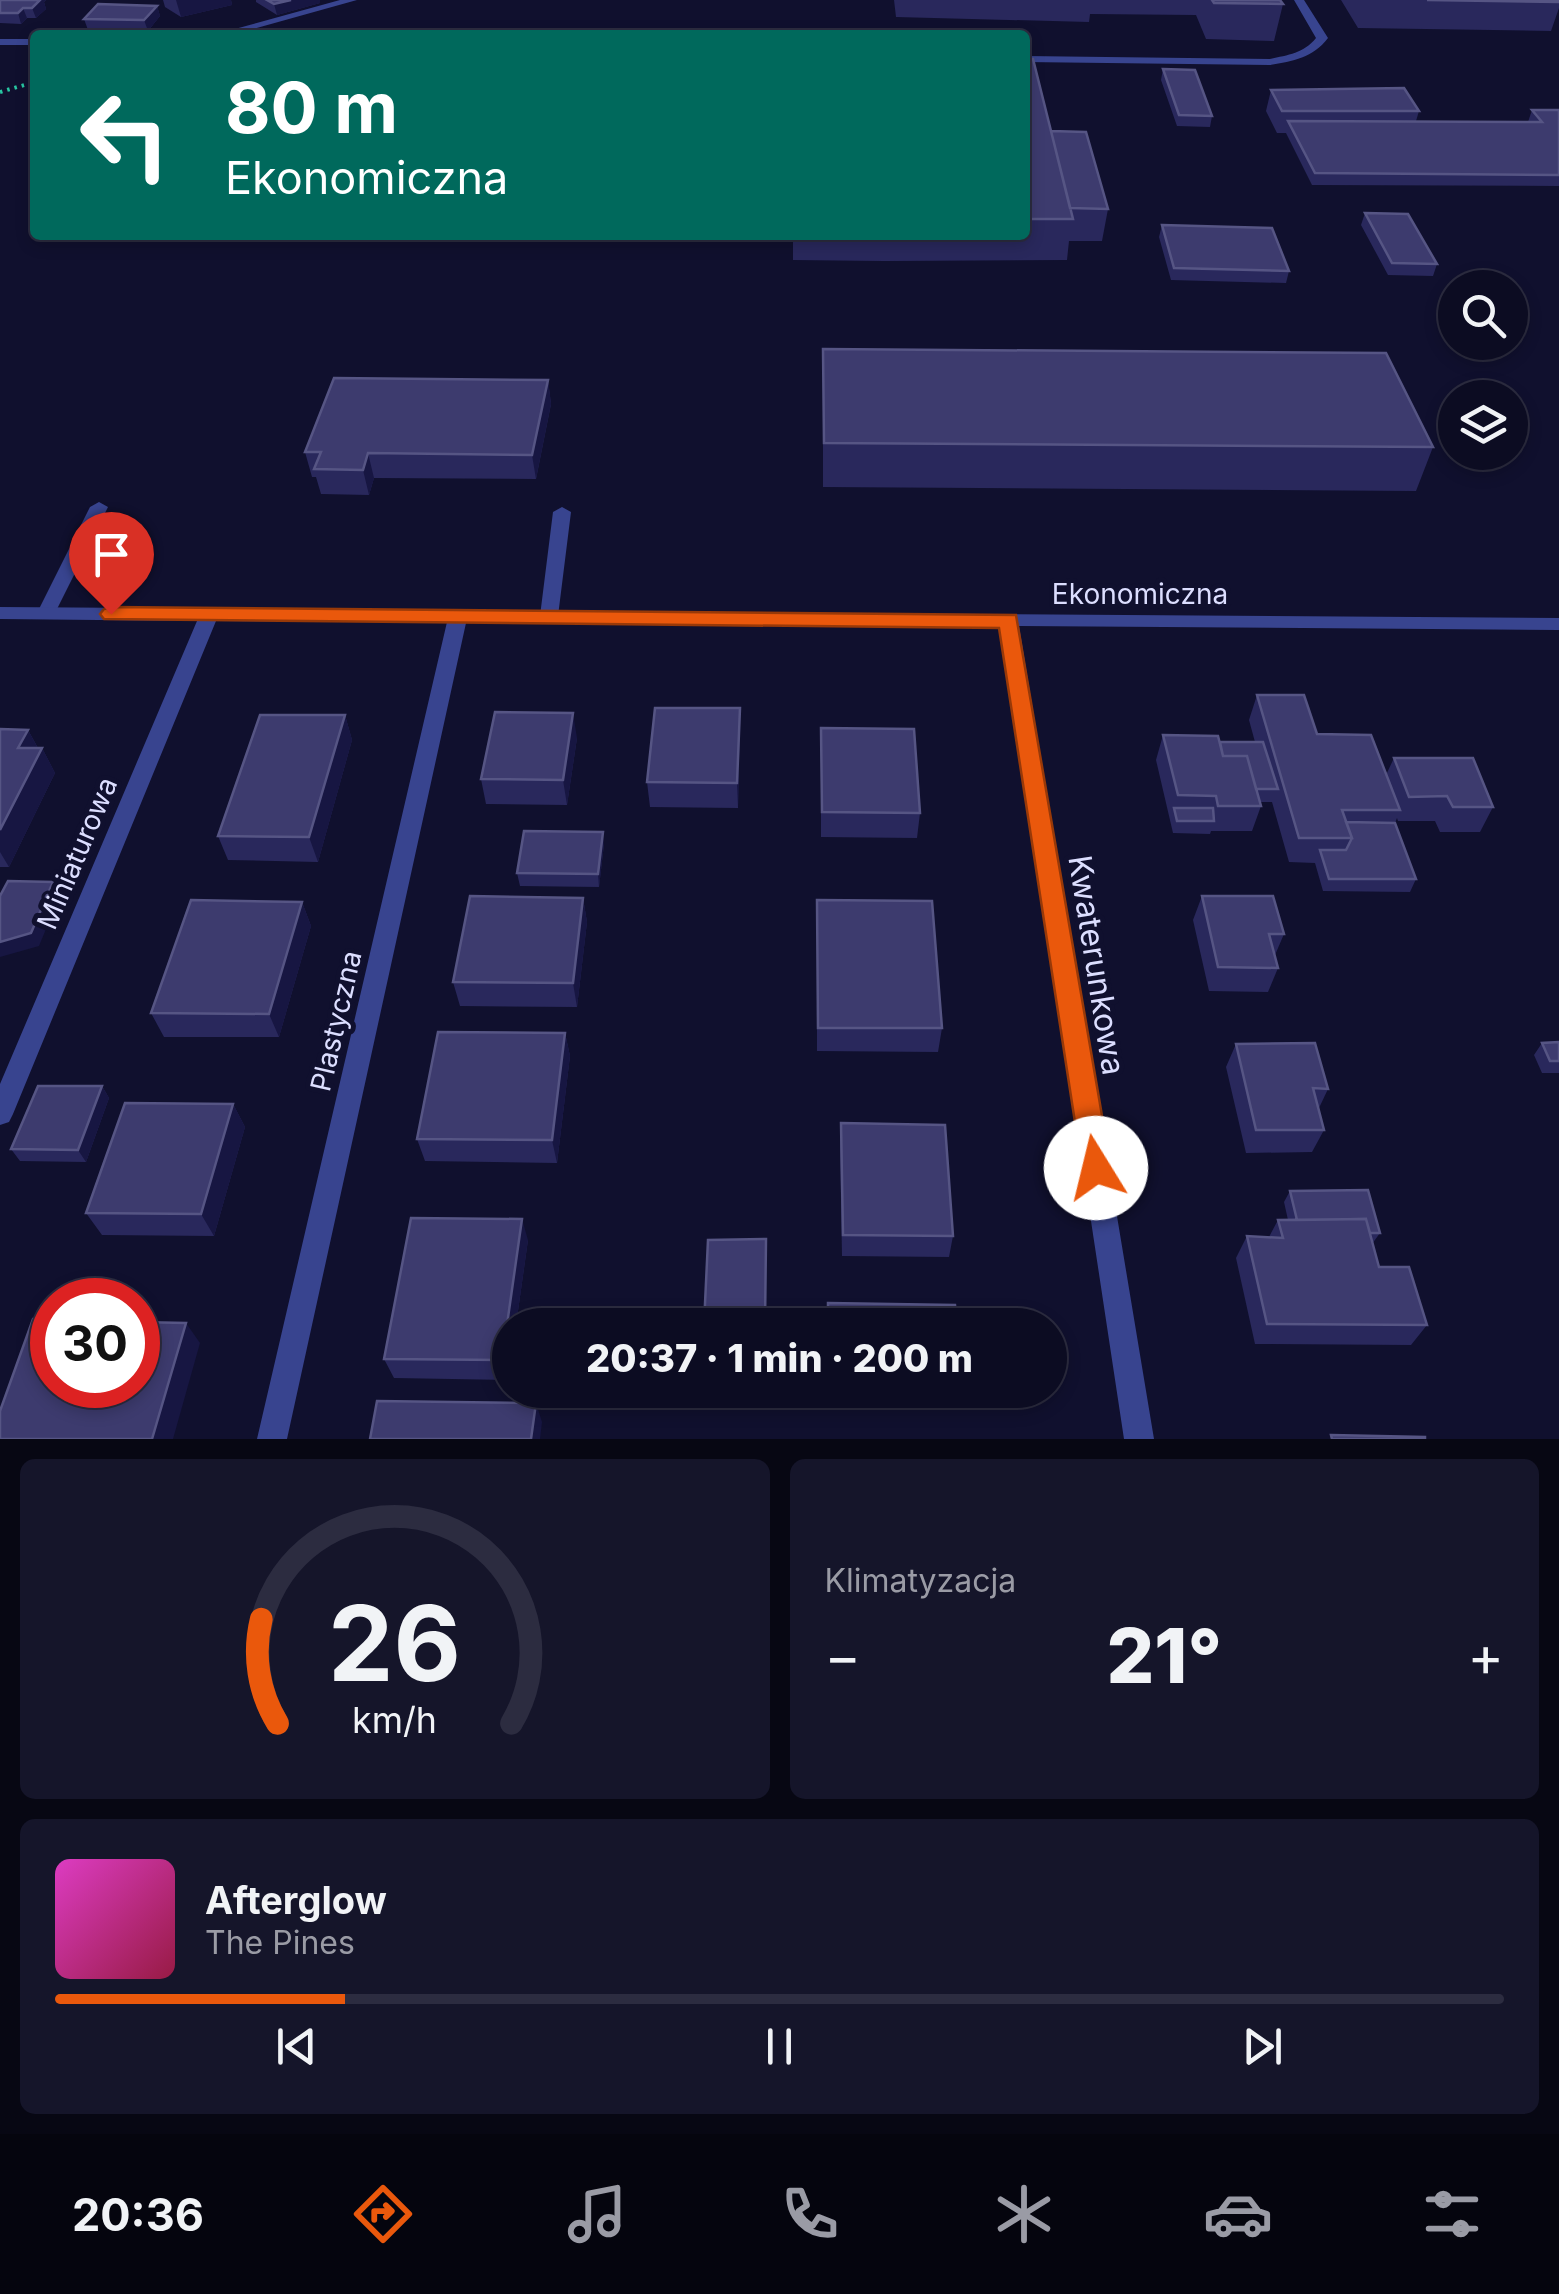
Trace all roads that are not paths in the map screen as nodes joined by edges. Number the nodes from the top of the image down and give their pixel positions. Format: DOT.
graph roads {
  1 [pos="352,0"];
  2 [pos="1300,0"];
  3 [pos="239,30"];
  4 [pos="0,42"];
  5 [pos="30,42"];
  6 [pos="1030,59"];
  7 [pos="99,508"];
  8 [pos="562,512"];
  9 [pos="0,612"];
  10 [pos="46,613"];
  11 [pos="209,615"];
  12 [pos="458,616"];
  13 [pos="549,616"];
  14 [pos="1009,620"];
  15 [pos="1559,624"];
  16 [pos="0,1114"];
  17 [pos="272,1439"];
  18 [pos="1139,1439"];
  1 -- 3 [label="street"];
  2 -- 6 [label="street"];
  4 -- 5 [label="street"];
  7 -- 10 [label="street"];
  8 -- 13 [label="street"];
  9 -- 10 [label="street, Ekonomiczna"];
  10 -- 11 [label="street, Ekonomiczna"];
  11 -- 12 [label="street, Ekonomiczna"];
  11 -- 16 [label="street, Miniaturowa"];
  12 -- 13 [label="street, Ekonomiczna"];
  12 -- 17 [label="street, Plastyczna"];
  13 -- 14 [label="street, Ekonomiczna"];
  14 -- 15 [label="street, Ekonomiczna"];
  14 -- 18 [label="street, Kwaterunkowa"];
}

|---|

What you have to do: Exclude all images and return the listing word for word.

Task response:
Trace all roads that are not paths in the map screen as nodes joined by edges. Number the nodes from the top of the image down and give their pixel positions. Format: DOT.
graph roads {
  1 [pos="352,0"];
  2 [pos="1300,0"];
  3 [pos="239,30"];
  4 [pos="0,42"];
  5 [pos="30,42"];
  6 [pos="1030,59"];
  7 [pos="99,508"];
  8 [pos="562,512"];
  9 [pos="0,612"];
  10 [pos="46,613"];
  11 [pos="209,615"];
  12 [pos="458,616"];
  13 [pos="549,616"];
  14 [pos="1009,620"];
  15 [pos="1559,624"];
  16 [pos="0,1114"];
  17 [pos="272,1439"];
  18 [pos="1139,1439"];
  1 -- 3 [label="street"];
  2 -- 6 [label="street"];
  4 -- 5 [label="street"];
  7 -- 10 [label="street"];
  8 -- 13 [label="street"];
  9 -- 10 [label="street, Ekonomiczna"];
  10 -- 11 [label="street, Ekonomiczna"];
  11 -- 12 [label="street, Ekonomiczna"];
  11 -- 16 [label="street, Miniaturowa"];
  12 -- 13 [label="street, Ekonomiczna"];
  12 -- 17 [label="street, Plastyczna"];
  13 -- 14 [label="street, Ekonomiczna"];
  14 -- 15 [label="street, Ekonomiczna"];
  14 -- 18 [label="street, Kwaterunkowa"];
}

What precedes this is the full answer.